Borracho beans: easy to make, filling to eat, full of veggies and...bacon. Which you can leave out if you like, but which does add flavor.

So I’ll cut to the chase and tell you how I made this evening’s dinner.  You will need:

For the tacos:

  • about 1 1/2 cups chopped brisket
  • 4 tortillas
  • Garnishes:  lime wedges, shredded cheese of your choice, salsa, avocado slices, cilantro, chopped onion…you get the idea

Warm the brisket in the microwave.  While the brisket is warming, heat your tortillas either in a skillet on the stove, or you can go all Mexicano and do it on the stove eye, like I do.  Just don’t burn yourself.  Once your tortillas are warm, stuff each taco with about a half cup or so of brisket and garnish as desired.

For the beans:

  • 1 pound dry pinto beans, rinsed and sorted (basically, make sure there are no rocks)
  • 3 tablespoons ham base*
  • 1 cup chopped green bell pepper
  • 2 cans diced stewed tomatoes
  • 4 tablespoons minced garlic
  • 1 large jalapeno pepper, sliced (remove the seeds if you want less heat)
  • 2 slices bacon, cut into lardons
  • 1 12-ounce bottle lager style Mexican beer, like Corona
  • 1 cup chopped cilantro
  • 2 tablespoons Mexican oregano (it has a more intense flavor than Mediterranean oregano, found in Greek cuisine)
  • 2 teaspoons ground black pepper
  • hot water

*If you do not have ham base available to you or cannot consume pork products, you may substitute chicken stock and leave out the bacon.  To make this completely vegetarian, use vegetable stock.

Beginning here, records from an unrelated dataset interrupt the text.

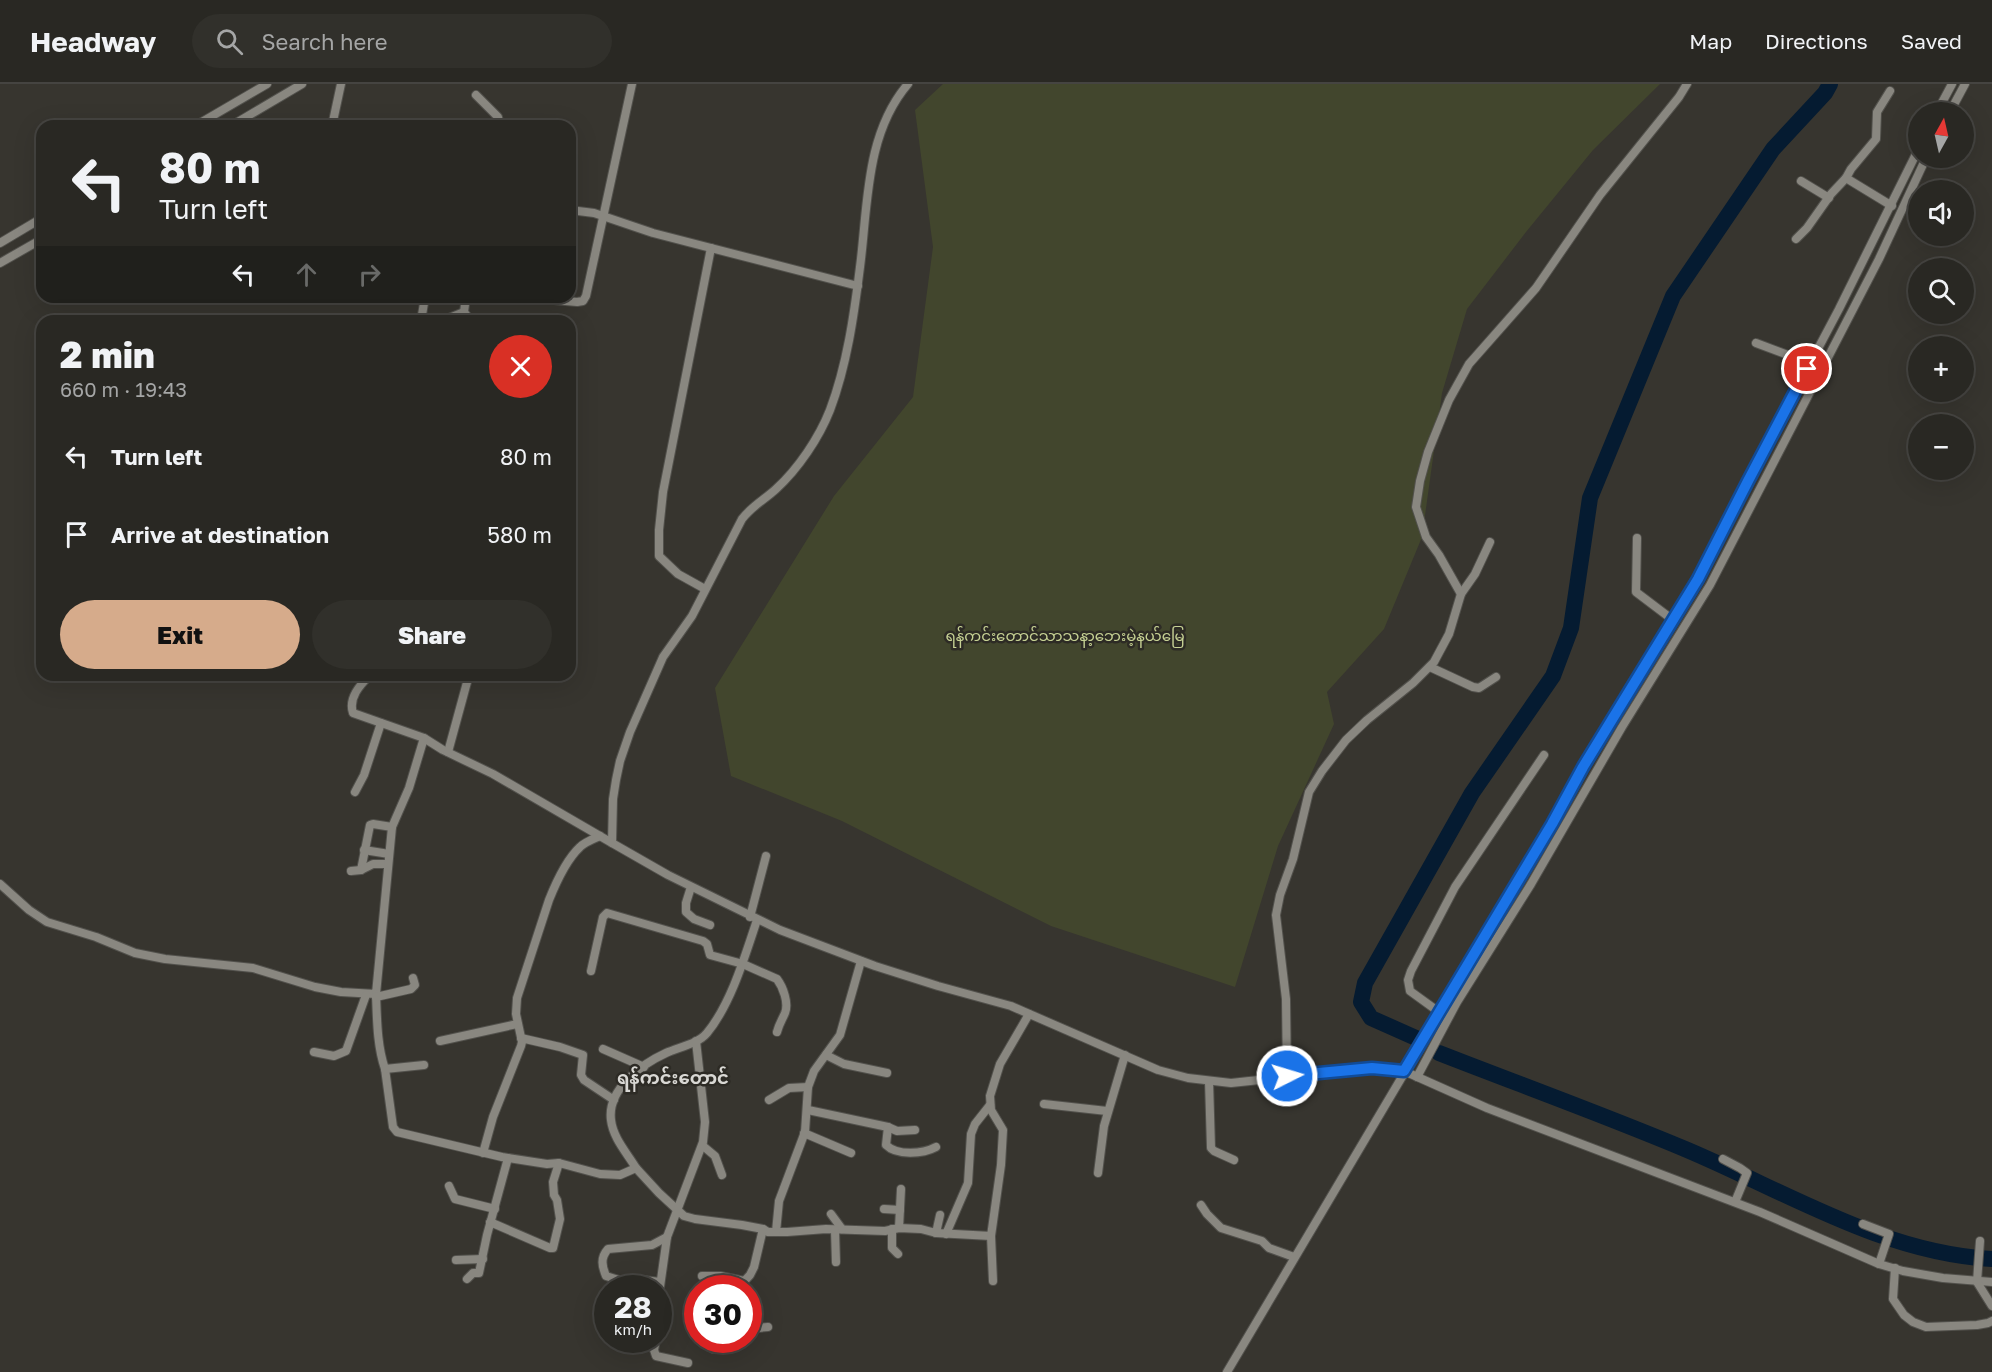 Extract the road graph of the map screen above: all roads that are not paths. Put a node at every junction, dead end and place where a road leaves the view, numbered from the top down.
1 (267, 84) edge
2 (302, 84) edge
3 (341, 84) edge
4 (632, 84) edge
5 (908, 84) edge
6 (1687, 84) edge
7 (1952, 84) edge
8 (1965, 84) edge
9 (1890, 91) dead end
10 (476, 95) dead end
11 (1942, 102) edge
12 (1955, 102) edge
13 (205, 120) edge
14 (241, 120) edge
15 (333, 120) edge
16 (499, 120) edge
17 (1910, 168) edge
18 (1920, 168) edge
19 (1846, 178) junction
20 (1801, 181) dead end
21 (1829, 198) junction
22 (1892, 206) junction
23 (576, 211) edge
24 (603, 216) junction
25 (36, 222) edge
26 (1888, 223) junction
27 (1796, 239) dead end
28 (36, 242) edge
29 (0, 243) edge
30 (711, 248) junction
31 (0, 263) edge
32 (858, 286) junction
33 (576, 302) edge
34 (465, 303) edge
35 (464, 312) junction
36 (457, 315) edge
37 (466, 315) edge
38 (1756, 343) dead end
39 (1807, 369) junction
40 (1637, 538) dead end
41 (1490, 542) dead end
42 (705, 589) junction
43 (1461, 594) junction
44 (1673, 620) junction
45 (1657, 660) junction
46 (1430, 667) junction
47 (1496, 677) dead end
48 (363, 681) edge
49 (467, 681) edge
50 (381, 723) junction
51 (424, 738) junction
52 (448, 752) junction
53 (1545, 755) dead end
54 (355, 792) dead end
55 (392, 827) junction
56 (600, 836) junction
57 (612, 843) junction
58 (364, 850) junction
59 (389, 854) junction
60 (766, 856) dead end
61 (388, 864) junction
62 (361, 870) junction
63 (351, 871) dead end
64 (0, 884) edge
65 (691, 887) junction
66 (754, 919) junction
67 (710, 925) dead end
68 (861, 961) junction
69 (743, 964) junction
70 (591, 971) dead end
71 (413, 978) dead end
72 (366, 994) junction
73 (376, 996) junction
74 (1439, 1012) junction
75 (1029, 1014) junction
76 (517, 1024) junction
77 (777, 1032) dead end
78 (521, 1038) junction
79 (440, 1041) dead end
80 (696, 1041) junction
81 (603, 1049) dead end
82 (314, 1052) dead end
83 (826, 1055) junction
84 (1125, 1055) junction
85 (424, 1065) dead end
86 (644, 1067) junction
87 (385, 1070) junction
88 (1405, 1072) junction
89 (887, 1073) dead end
90 (1287, 1076) junction
91 (1416, 1077) junction
92 (1209, 1081) junction
93 (808, 1087) junction
94 (614, 1100) junction
95 (769, 1100) dead end
96 (1044, 1104) dead end
97 (990, 1105) junction
98 (808, 1110) junction
99 (1107, 1111) junction
100 (888, 1127) junction
101 (915, 1130) dead end
102 (804, 1133) junction
103 (703, 1146) junction
104 (936, 1147) dead end
105 (851, 1153) dead end
106 (483, 1154) junction
107 (508, 1158) junction
108 (1723, 1159) dead end
109 (1234, 1160) dead end
110 (559, 1163) junction
111 (636, 1168) junction
112 (1098, 1173) dead end
113 (722, 1175) dead end
114 (449, 1186) dead end
115 (901, 1190) dead end
116 (1736, 1202) junction
117 (1201, 1205) dead end
118 (495, 1209) junction
119 (884, 1209) dead end
120 (678, 1210) junction
121 (900, 1210) junction
122 (831, 1214) dead end
123 (940, 1215) dead end
124 (490, 1222) junction
125 (1863, 1224) dead end
126 (763, 1229) junction
127 (839, 1229) junction
128 (896, 1229) junction
129 (776, 1232) junction
130 (936, 1233) junction
131 (946, 1234) junction
132 (991, 1236) junction
133 (667, 1237) junction
134 (1980, 1241) dead end
135 (898, 1254) dead end
136 (1294, 1257) junction
137 (483, 1259) junction
138 (456, 1260) dead end
139 (836, 1262) dead end
140 (1879, 1263) junction
141 (1895, 1268) junction
142 (606, 1275) edge
143 (661, 1275) edge
144 (748, 1275) edge
145 (467, 1279) dead end
146 (993, 1281) dead end
147 (1977, 1282) junction
148 (1992, 1282) edge
149 (1992, 1306) edge
150 (1992, 1321) edge
151 (768, 1327) dead end
152 (762, 1328) edge
153 (655, 1353) edge
154 (688, 1363) dead end
155 (1227, 1372) edge

1 - 13 street
2 - 14 street
3 - 15 street
4 - 24 street
5 - 32 street
6 - 43 street
7 - 11 street
8 - 12 street
9 - 19 street
10 - 16 street
17 - 22 street
18 - 26 street
19 - 21 street
19 - 22 street
20 - 21 street
21 - 27 street
22 - 26 street
23 - 24 street
24 - 30 street
24 - 33 street
25 - 29 street
26 - 39 street
26 - 45 street
28 - 31 street
30 - 32 street
30 - 42 street
32 - 42 street
34 - 35 street
35 - 36 street
35 - 37 street
38 - 39 street
39 - 44 street
40 - 44 street
41 - 43 street
42 - 57 street
43 - 46 street
44 - 45 street
45 - 74 street
45 - 91 street
46 - 47 street
46 - 90 street
48 - 50 street
49 - 52 street
50 - 51 street
50 - 54 street
51 - 52 street
51 - 55 street
52 - 56 street
53 - 74 street
55 - 58 street
55 - 59 street
56 - 57 street
56 - 76 street
57 - 65 street
58 - 59 street
58 - 62 street
59 - 61 street
60 - 66 street
61 - 62 street
61 - 73 street
62 - 63 street
64 - 72 street
65 - 66 street
65 - 67 street
66 - 68 street
66 - 69 street
68 - 75 street
68 - 83 street
69 - 70 street
69 - 77 street
69 - 80 street
71 - 73 street
72 - 73 street
72 - 82 street
73 - 87 street
74 - 88 street
75 - 84 street
75 - 97 street
76 - 78 street
76 - 79 street
78 - 94 street
78 - 106 street
80 - 86 street
80 - 103 street
81 - 86 street
83 - 89 street
83 - 93 street
84 - 92 street
84 - 99 street
85 - 87 street
86 - 94 street
87 - 106 street
88 - 90 street
88 - 91 street
88 - 136 street
90 - 92 street
91 - 116 street
92 - 109 street
93 - 95 street
93 - 98 street
94 - 111 street
96 - 99 street
97 - 131 street
97 - 132 street
98 - 100 street
98 - 102 street
99 - 112 street
100 - 101 street
100 - 104 street
102 - 105 street
102 - 129 street
103 - 113 street
103 - 120 street
106 - 107 street
107 - 110 street
107 - 118 street
108 - 116 street
110 - 111 street
110 - 124 street
111 - 120 street
114 - 118 street
115 - 121 street
116 - 140 street
117 - 136 street
118 - 124 street
119 - 121 street
120 - 126 street
120 - 133 street
121 - 128 street
122 - 127 street
123 - 130 street
124 - 137 street
125 - 140 street
126 - 129 street
126 - 144 street
127 - 128 street
127 - 129 street
127 - 139 street
128 - 130 street
128 - 135 street
130 - 131 street
131 - 132 street
132 - 146 street
133 - 142 street
133 - 143 street
134 - 147 street
136 - 155 street
137 - 138 street
137 - 145 street
140 - 141 street
141 - 147 street
141 - 150 street
147 - 148 street
147 - 149 street
151 - 152 street
153 - 154 street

Once you have rinsed and sorted your beans, place them into a large pot (like a 5 or 6 quart Dutch oven) and cover them with hot water so that the water is 2″ above the beans.  Cover the beans and put them on a stove set to medium-high heat.  Bring the beans to a boil, and then add the ham base.  Stir thoroughly so that the ham base dissolves in the liquid, then reduce the heat to medium-low and allow the beans to cook for 90 minutes, stirring periodically so that they do not stick to the bottom of the pan.  Once the 90 minutes has passed, add the remaining ingredients and stir to combine.  Allow the soup to cook for an additional 60-90 minutes.  At the end of the cooking time, use a potato masher to mash the beans up slightly so that your soup is thickened a bit.  Serve while piping hot.

To reduce the heat, you may omit the jalapeno.  Our beans turned out to be quite spicy, but really good!  The pot makes about 10 1 1/2 cup servings.